I adore quiche. It's the one meal I believe can be served for breakfast, lunch or dinner. I'm a fan of quiche that is loaded with vegetables. Not so much heavy cream and dense cheeses. My mom makes a killer quiche that I still can't seem to master. However, I did figure out how to make it my own yesterday.
Tyler and I stopped by the farmer's market to pick up some produce for the week. Let me tell you....going to the farmer's market after a 10 mile run is torture.
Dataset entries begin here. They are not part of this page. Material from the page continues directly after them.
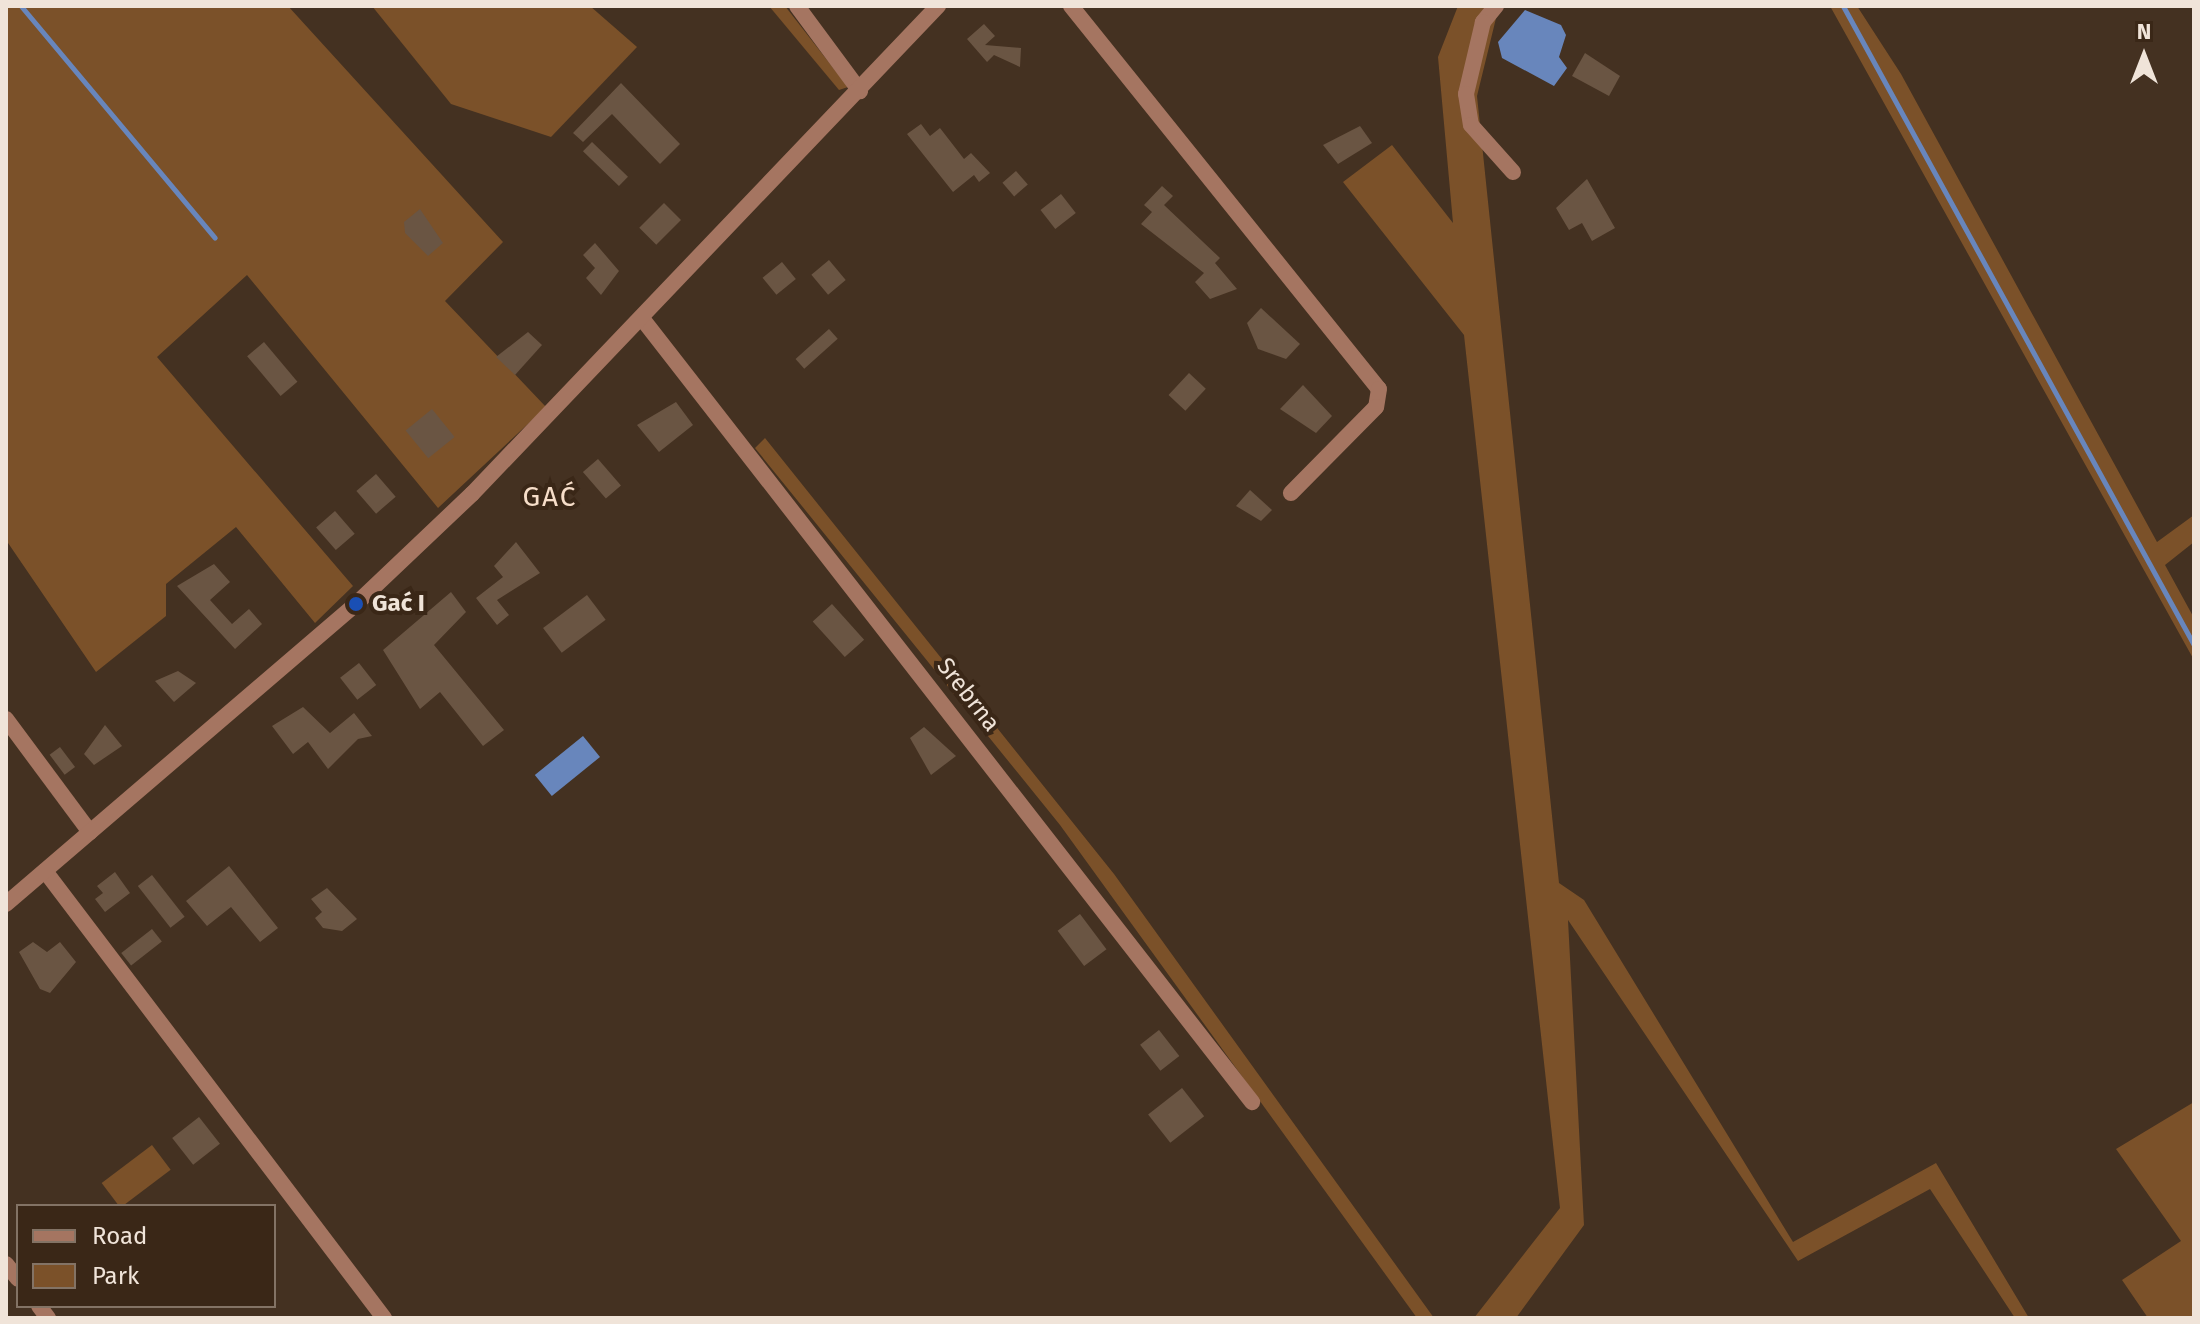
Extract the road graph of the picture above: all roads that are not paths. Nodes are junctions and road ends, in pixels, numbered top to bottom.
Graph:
1 (797, 6) edge
2 (938, 6) edge
3 (1071, 6) edge
4 (1496, 6) edge
5 (860, 91) junction
6 (1513, 172) dead end
7 (644, 321) junction
8 (1291, 493) dead end
9 (6, 719) edge
10 (90, 832) junction
11 (45, 871) junction
12 (6, 904) edge
13 (1252, 1102) dead end
14 (384, 1318) edge

1 - 5 street
2 - 5 street
3 - 8 street
4 - 6 street
5 - 7 street
7 - 10 street
7 - 13 street, Srebrna
9 - 10 street
10 - 11 street
11 - 12 street
11 - 14 street

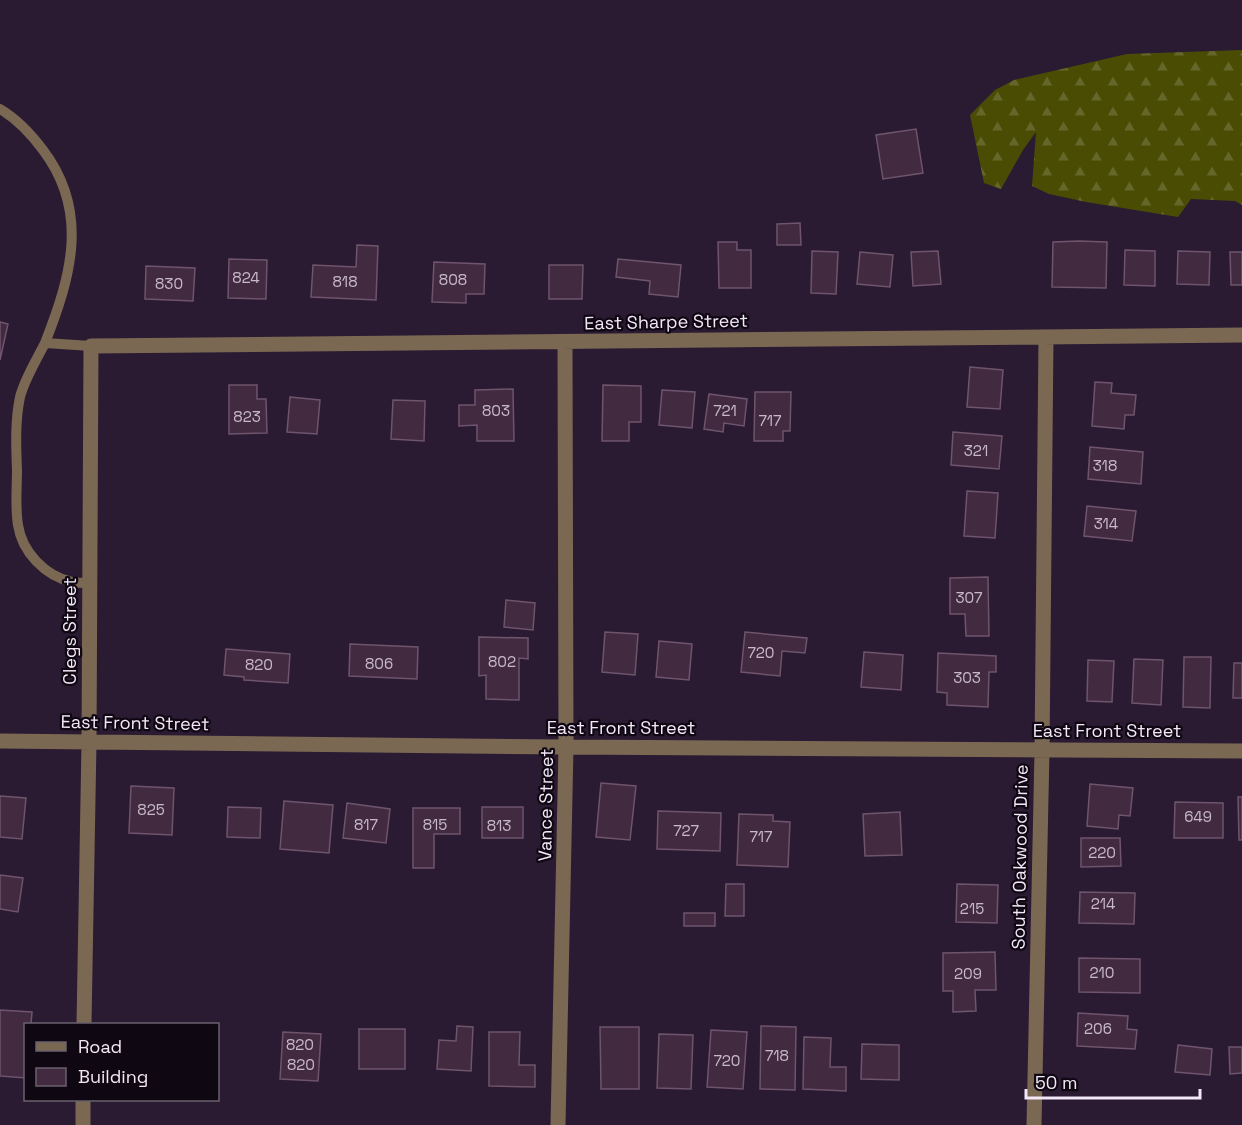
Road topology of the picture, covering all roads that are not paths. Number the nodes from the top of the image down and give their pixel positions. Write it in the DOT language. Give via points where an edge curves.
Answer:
graph roads {
  1 [pos="0,109"];
  2 [pos="1242,335"];
  3 [pos="1046,338"];
  4 [pos="565,342"];
  5 [pos="45,343"];
  6 [pos="91,346"];
  7 [pos="90,583"];
  8 [pos="0,741"];
  9 [pos="89,742"];
  10 [pos="566,747"];
  11 [pos="1042,751"];
  12 [pos="1242,751"];
  13 [pos="84,1023"];
  14 [pos="83,1101"];
  15 [pos="83,1125"];
  16 [pos="558,1125"];
  17 [pos="1034,1125"];
  1 -- 5 [label="lane" via="31,134 51,160 72,214 67,276"];
  2 -- 3 [label="street, East Sharpe Street"];
  3 -- 4 [label="street, East Sharpe Street"];
  3 -- 11 [label="street, South Oakwood Drive"];
  4 -- 6 [label="street, East Sharpe Street"];
  4 -- 10 [label="street, Vance Street"];
  5 -- 6 [label="lane"];
  5 -- 7 [label="lane" via="26,378 17,414 18,527 29,554 40,565 70,581"];
  6 -- 7 [label="street, Clegs Street"];
  7 -- 9 [label="street, Clegs Street"];
  8 -- 9 [label="street, East Front Street"];
  9 -- 10 [label="street, East Front Street"];
  9 -- 13 [label="street, Clegs Street"];
  10 -- 11 [label="street, East Front Street"];
  10 -- 16 [label="street, Vance Street"];
  11 -- 12 [label="street, East Front Street"];
  11 -- 17 [label="street, South Oakwood Drive"];
  14 -- 15 [label="street"];
}
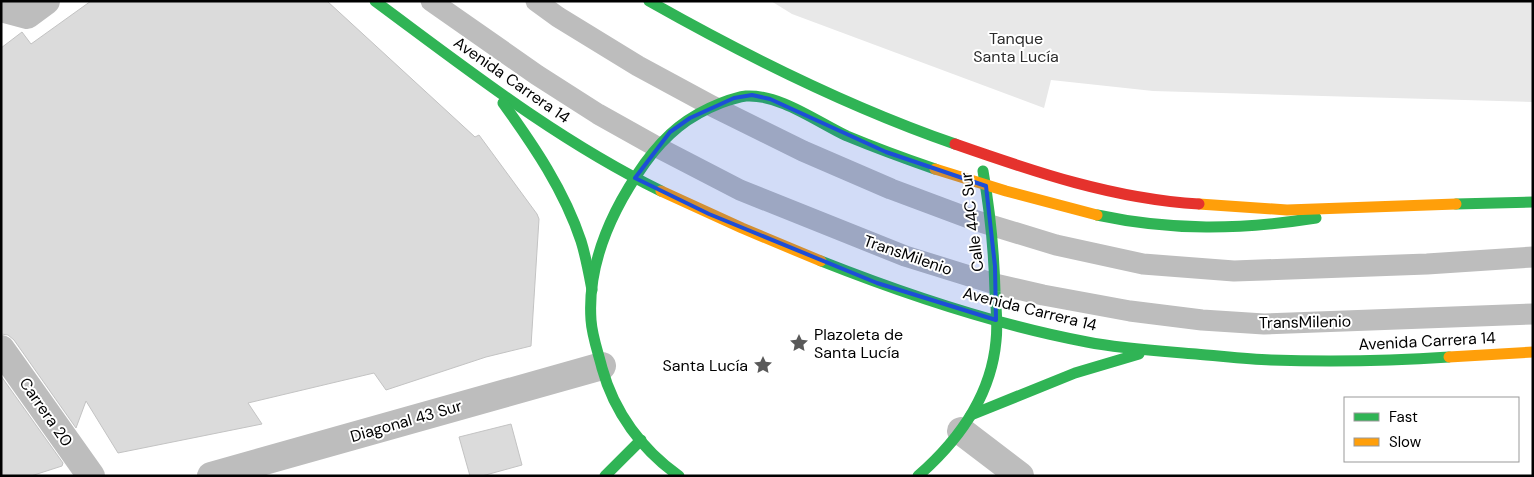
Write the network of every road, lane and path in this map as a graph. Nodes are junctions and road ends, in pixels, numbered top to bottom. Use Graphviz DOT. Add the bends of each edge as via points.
graph roads {
  1 [pos="46,1"];
  2 [pos="375,1"];
  3 [pos="431,1"];
  4 [pos="536,1"];
  5 [pos="649,1"];
  6 [pos="1,8"];
  7 [pos="492,88"];
  8 [pos="712,106"];
  9 [pos="657,147"];
  10 [pos="979,153"];
  11 [pos="634,178"];
  12 [pos="986,186"];
  13 [pos="1533,202"];
  14 [pos="1380,207"];
  15 [pos="992,225"];
  16 [pos="1533,257"];
  17 [pos="995,284"];
  18 [pos="592,290"];
  19 [pos="1533,314"];
  20 [pos="996,320"];
  21 [pos="1,349"];
  22 [pos="1155,351"];
  23 [pos="1533,352"];
  24 [pos="602,366"];
  25 [pos="966,423"];
  26 [pos="640,440"];
  27 [pos="676,475"];
  28 [pos="91,476"];
  29 [pos="211,476"];
  30 [pos="604,476"];
  31 [pos="918,476"];
  32 [pos="1020,476"];
  1 -- 6 [label="street" via="27,15"];
  2 -- 7 [label="main road, Avenida Carrera 14"];
  3 -- 9 [label="lane, TransMilenio" via="537,75"];
  4 -- 8 [label="lane" via="638,66"];
  5 -- 10 [label="main road" via="830,96"];
  7 -- 11 [label="main road, Avenida Carrera 14"];
  7 -- 18 [label="main road" via="560,189 582,242"];
  8 -- 9 [label="main road" via="670,132"];
  8 -- 12 [label="main road" via="734,98 770,99 886,152"];
  8 -- 15 [label="lane" via="882,186"];
  9 -- 11 [label="main road"];
  9 -- 17 [label="lane, TransMilenio" via="740,190 816,221 906,256"];
  10 -- 12 [label="main road, Calle 44C Sur"];
  10 -- 14 [label="main road" via="1073,183 1180,203 1288,210"];
  11 -- 18 [label="main road" via="617,205 601,247"];
  11 -- 20 [label="main road, Avenida Carrera 14" via="709,214 877,283"];
  12 -- 14 [label="main road" via="1100,216 1177,227 1256,226"];
  12 -- 15 [label="main road, Calle 44C Sur"];
  13 -- 14 [label="main road"];
  15 -- 16 [label="lane" via="1056,245 1143,264 1234,271"];
  15 -- 17 [label="main road, Calle 44C Sur"];
  17 -- 19 [label="lane, TransMilenio" via="1130,312 1264,324"];
  17 -- 20 [label="main road, Calle 44C Sur"];
  18 -- 24 [label="main road" via="591,324"];
  20 -- 22 [label="main road, Avenida Carrera 14" via="1073,340"];
  20 -- 25 [label="main road, Calle 44C Sur" via="993,360 981,397"];
  21 -- 28 [label="street, Carrera 20"];
  22 -- 23 [label="main road, Avenida Carrera 14" via="1270,360 1346,361"];
  22 -- 25 [label="main road" via="1108,361 1066,376"];
  24 -- 26 [label="main road" via="615,401"];
  24 -- 29 [label="street, Diagonal 43 Sur"];
  25 -- 31 [label="main road, Calle 44C Sur" via="938,459"];
  25 -- 32 [label="street"];
  26 -- 27 [label="main road"];
  26 -- 30 [label="main road"];
}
I wanted to buy everything!
As we bought 2 dozen eggs and a bag of milled pastry flour from Wild Hive, I immediately thought QUICHE.
Real men eat quiche, by the way.
Farmer's Market Quiche
2 bunches kale
2 cloves garlic
1 lb asparagus
2 roma tomatoes
1/2 cup low fat Italian blend shredded cheese
1/2 cup low fat milk
5 large basil leaves
3 tbsp chives
Prepared Pie Dough
1. Tear kale into bite sized pieces, cut asparagus into 1 inch pieces, mince garlic, seed and slice tomatoes.
2. Saute vegetables together.
3. Bake pie dough for 10 minutes at 400 degrees. Allow to cool.
4. Place vegetables in the pie pan evenly.
5. Whisk eggs, milk, herbs and cheese together. Season with salt and pepper.
6. Pour eggs over vegetables. Incorporate eggs with vegetables.
7. Bake for 45 minutes or until set in a 375 degree oven.
8. Allow to cool for a little bit.
9. Enjoy for breakfast, lunch or dinner
Before I go, I wanted to share with ya'll our little garden. We have lavender, rosemary, basil, lemon verbena and a tomato plant. The rain and heat has made our seedlings grow so fast!
What's your favorite thing to make with your Farmer's Market goods?